Just a fraction of the potential uses of 5G connectivity have even been thought of, a specialist in the field has said at the annual Dell Technologies World gathering in Las Vegas.
While discussion around 5G often centres on more obvious applications such as autonomous vehicles, delegates heard that the technology would have a profound impact on many other sectors, including retail and manufacturing.
The huge increase in the amount of data generated may also accelerate discussions over privacy and the use of individuals’ private information, it was forecast.
“You have a team of smart people in the industry thinking about these uses and sizing them into the trillions of dollars,” said Bryan Jones, Dell Technologies’ senior vice president and general manager for OEM and IoT Solutions.
“Only 20 to 25 percent of use cases have been thought about. The innovation it’s going to unleash has not even been thought about.”
Speaking at a panel discussion entitled Making 5G Real, Jones added that 5G offered “a tremendous amount of opportunity in the industrial space”.
“They probably built a functionality around a tiny pipe. They’re seeing an opportunity to open up the aperture. Then you layer in machine learning and AI [artificial intelligence],” he said.
Jones highlighted opportunities for industrial automation and manufacturing as being among the most significant, saying that in these areas and others, 5G would “open up a completely new set of capabilities”.
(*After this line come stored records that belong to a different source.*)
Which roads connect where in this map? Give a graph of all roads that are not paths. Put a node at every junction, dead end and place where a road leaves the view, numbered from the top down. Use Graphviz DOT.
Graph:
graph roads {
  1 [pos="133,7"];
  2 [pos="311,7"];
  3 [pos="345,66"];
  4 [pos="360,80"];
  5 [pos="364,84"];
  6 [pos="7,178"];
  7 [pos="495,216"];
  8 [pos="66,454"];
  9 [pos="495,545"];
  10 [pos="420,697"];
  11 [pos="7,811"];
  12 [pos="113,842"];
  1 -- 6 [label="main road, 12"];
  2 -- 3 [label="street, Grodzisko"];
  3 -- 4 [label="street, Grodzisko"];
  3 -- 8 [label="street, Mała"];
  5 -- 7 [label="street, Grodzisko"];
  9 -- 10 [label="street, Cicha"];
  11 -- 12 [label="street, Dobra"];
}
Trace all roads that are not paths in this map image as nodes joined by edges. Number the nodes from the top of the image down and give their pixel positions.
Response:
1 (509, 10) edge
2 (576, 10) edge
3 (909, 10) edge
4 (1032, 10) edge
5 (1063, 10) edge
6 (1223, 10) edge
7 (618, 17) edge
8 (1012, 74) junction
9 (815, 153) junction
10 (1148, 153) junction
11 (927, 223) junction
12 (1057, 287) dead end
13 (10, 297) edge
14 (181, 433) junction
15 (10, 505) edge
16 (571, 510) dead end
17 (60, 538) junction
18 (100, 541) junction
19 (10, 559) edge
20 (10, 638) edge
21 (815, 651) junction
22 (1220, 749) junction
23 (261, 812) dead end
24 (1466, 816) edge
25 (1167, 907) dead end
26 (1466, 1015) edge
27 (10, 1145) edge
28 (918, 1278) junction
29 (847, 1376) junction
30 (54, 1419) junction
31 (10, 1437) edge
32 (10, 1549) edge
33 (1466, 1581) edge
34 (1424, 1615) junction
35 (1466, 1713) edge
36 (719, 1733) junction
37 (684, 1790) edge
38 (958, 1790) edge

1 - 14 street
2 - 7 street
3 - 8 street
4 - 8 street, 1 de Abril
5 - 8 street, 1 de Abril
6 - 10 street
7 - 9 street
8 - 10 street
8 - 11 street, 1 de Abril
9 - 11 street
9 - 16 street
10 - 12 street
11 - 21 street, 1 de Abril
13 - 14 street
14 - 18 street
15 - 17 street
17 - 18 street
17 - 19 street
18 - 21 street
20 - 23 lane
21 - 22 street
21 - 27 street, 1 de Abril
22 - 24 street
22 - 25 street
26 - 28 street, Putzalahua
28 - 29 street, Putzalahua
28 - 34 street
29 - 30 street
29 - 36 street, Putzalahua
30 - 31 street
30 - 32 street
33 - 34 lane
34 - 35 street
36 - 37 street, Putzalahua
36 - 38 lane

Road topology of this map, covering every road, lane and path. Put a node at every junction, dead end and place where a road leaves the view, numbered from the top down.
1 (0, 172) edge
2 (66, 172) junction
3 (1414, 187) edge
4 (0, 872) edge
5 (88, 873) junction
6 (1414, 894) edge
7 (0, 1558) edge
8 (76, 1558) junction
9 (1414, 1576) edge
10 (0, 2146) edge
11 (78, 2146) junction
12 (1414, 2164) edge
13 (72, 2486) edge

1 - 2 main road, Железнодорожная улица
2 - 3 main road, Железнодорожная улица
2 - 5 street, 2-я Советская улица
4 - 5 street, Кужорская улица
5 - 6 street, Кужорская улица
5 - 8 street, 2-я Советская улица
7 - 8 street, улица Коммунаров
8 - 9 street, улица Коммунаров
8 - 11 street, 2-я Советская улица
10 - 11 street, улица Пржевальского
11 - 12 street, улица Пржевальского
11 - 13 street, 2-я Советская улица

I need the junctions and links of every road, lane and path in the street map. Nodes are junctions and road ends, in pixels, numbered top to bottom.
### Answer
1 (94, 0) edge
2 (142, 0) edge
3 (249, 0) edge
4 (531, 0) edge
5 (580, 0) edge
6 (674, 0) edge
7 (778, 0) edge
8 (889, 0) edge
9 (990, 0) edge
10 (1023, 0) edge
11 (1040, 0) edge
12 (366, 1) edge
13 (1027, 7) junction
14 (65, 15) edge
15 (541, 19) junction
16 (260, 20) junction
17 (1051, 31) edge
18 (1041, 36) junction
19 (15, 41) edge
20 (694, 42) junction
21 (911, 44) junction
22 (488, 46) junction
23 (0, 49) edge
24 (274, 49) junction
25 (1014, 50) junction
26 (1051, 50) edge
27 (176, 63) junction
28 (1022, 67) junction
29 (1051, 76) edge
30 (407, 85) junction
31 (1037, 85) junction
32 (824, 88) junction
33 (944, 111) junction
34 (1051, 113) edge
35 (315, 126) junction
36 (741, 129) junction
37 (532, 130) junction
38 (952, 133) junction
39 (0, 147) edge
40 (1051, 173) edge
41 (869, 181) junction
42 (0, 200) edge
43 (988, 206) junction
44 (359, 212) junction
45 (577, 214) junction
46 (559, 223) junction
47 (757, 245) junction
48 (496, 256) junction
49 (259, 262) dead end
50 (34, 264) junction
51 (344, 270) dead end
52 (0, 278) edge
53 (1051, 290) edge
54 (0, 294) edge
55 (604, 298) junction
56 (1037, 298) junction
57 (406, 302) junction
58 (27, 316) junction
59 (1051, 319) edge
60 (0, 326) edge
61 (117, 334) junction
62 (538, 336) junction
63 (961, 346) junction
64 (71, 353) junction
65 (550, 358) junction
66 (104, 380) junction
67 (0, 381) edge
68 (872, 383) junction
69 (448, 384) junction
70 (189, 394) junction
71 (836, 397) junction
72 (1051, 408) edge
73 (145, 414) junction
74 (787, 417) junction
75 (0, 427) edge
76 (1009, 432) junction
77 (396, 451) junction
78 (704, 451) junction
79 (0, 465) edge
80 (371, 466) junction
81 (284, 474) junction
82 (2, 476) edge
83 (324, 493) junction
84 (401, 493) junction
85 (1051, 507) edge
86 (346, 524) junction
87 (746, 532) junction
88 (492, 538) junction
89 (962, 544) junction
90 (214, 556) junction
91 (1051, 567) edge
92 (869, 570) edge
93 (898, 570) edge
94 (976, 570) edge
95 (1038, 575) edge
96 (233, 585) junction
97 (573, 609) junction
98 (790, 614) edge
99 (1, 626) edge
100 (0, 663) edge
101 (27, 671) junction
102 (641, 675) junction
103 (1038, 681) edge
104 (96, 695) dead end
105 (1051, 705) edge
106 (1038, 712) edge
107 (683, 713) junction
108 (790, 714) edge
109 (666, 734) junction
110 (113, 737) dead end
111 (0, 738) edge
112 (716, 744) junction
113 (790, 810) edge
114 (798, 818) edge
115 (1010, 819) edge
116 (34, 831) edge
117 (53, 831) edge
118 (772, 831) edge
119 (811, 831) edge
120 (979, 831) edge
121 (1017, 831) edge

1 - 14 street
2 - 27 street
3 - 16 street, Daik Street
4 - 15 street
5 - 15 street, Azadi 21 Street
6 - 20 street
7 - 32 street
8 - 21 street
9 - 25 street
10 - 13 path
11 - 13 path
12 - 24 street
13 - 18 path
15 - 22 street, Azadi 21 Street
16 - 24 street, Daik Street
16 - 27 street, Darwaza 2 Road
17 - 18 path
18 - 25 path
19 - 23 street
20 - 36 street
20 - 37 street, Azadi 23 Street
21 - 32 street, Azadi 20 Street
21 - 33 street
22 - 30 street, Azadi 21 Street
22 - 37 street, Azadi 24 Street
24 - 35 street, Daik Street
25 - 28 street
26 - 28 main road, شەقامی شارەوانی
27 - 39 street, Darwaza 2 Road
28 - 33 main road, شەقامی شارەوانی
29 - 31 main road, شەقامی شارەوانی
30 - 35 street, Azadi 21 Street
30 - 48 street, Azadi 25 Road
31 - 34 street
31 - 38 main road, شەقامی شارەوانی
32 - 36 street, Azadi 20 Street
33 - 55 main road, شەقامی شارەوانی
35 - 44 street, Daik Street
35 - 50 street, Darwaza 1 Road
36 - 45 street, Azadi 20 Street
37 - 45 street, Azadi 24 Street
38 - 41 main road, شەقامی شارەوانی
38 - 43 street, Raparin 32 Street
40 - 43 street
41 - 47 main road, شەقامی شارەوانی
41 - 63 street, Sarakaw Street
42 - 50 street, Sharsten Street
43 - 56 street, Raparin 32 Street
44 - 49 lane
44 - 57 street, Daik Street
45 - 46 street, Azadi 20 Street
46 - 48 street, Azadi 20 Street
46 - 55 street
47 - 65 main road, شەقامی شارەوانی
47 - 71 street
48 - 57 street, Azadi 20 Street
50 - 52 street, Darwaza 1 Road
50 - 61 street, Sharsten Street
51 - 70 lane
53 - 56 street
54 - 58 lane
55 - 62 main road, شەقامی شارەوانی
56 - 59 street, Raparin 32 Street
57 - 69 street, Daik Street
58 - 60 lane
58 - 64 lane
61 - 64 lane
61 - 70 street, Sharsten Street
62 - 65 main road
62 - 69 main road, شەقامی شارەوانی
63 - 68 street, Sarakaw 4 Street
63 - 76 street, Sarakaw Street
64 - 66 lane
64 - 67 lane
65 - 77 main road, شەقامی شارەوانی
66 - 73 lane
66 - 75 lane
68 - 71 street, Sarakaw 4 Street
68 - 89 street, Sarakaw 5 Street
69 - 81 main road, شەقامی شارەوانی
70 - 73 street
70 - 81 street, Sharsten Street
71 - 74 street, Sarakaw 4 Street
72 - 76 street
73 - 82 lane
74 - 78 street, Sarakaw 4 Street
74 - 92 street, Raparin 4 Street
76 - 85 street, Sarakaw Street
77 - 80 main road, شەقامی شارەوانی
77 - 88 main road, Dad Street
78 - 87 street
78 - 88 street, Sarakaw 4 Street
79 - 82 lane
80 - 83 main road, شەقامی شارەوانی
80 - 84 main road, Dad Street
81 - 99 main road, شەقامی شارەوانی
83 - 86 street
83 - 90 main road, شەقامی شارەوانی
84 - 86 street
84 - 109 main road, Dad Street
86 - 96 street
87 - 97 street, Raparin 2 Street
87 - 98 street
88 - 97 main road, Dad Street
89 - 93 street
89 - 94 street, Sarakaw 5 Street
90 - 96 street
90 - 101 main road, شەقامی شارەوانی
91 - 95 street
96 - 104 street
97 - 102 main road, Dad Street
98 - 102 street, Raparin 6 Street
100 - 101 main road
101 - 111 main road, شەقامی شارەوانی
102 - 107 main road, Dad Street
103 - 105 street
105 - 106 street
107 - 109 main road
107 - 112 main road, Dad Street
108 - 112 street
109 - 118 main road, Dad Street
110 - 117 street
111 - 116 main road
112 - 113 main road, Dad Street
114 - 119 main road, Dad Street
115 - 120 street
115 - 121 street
Also, much of the infrastructure being deployed to support 5G services would not be single use, according to Jones, with carriers instead trying to leverage their existing investments in 4G.
Amit Malhotra, vice present for programmes at VIAVI Solutions, a Californian-based company that carries out network testing, said that 5G would not be “4G on steroids”, but would instead involve a more fundamental changes in networks.
“It’s an opportunity for everything with a chip to be connected to the cloud. Everything from mobile devices, cars [and] smart cities with millions of smart meters,” he said.
“All of these endpoints require very different types of network characteristics: very high-speed but bursty performance for streaming; very distributed by low-bandwidth connectivity for smart meters.
“When we talk about 5G from a network perspective, we’re talking about rearchitecting the network completely.”
While concerns over data protection and privacy already high, the rollout of 5G will help to bring the issue to a head, suggested Daniel Newman, a principal analyst and the founding partner at Futurum Research.
“Our privacy and data has been abused for a long time. 5G will enable a lot of the first services that we consider – the Facebooks, the Ubers – [to collect more]. The amount of data they collect without the consumers’ knowledge, it’s going to become exponential over the next 18 months,” he said.
Because of this, Newman said that 5G could result in a move to “a more strong protection stance” as a result of a backlash against the activities of tech companies.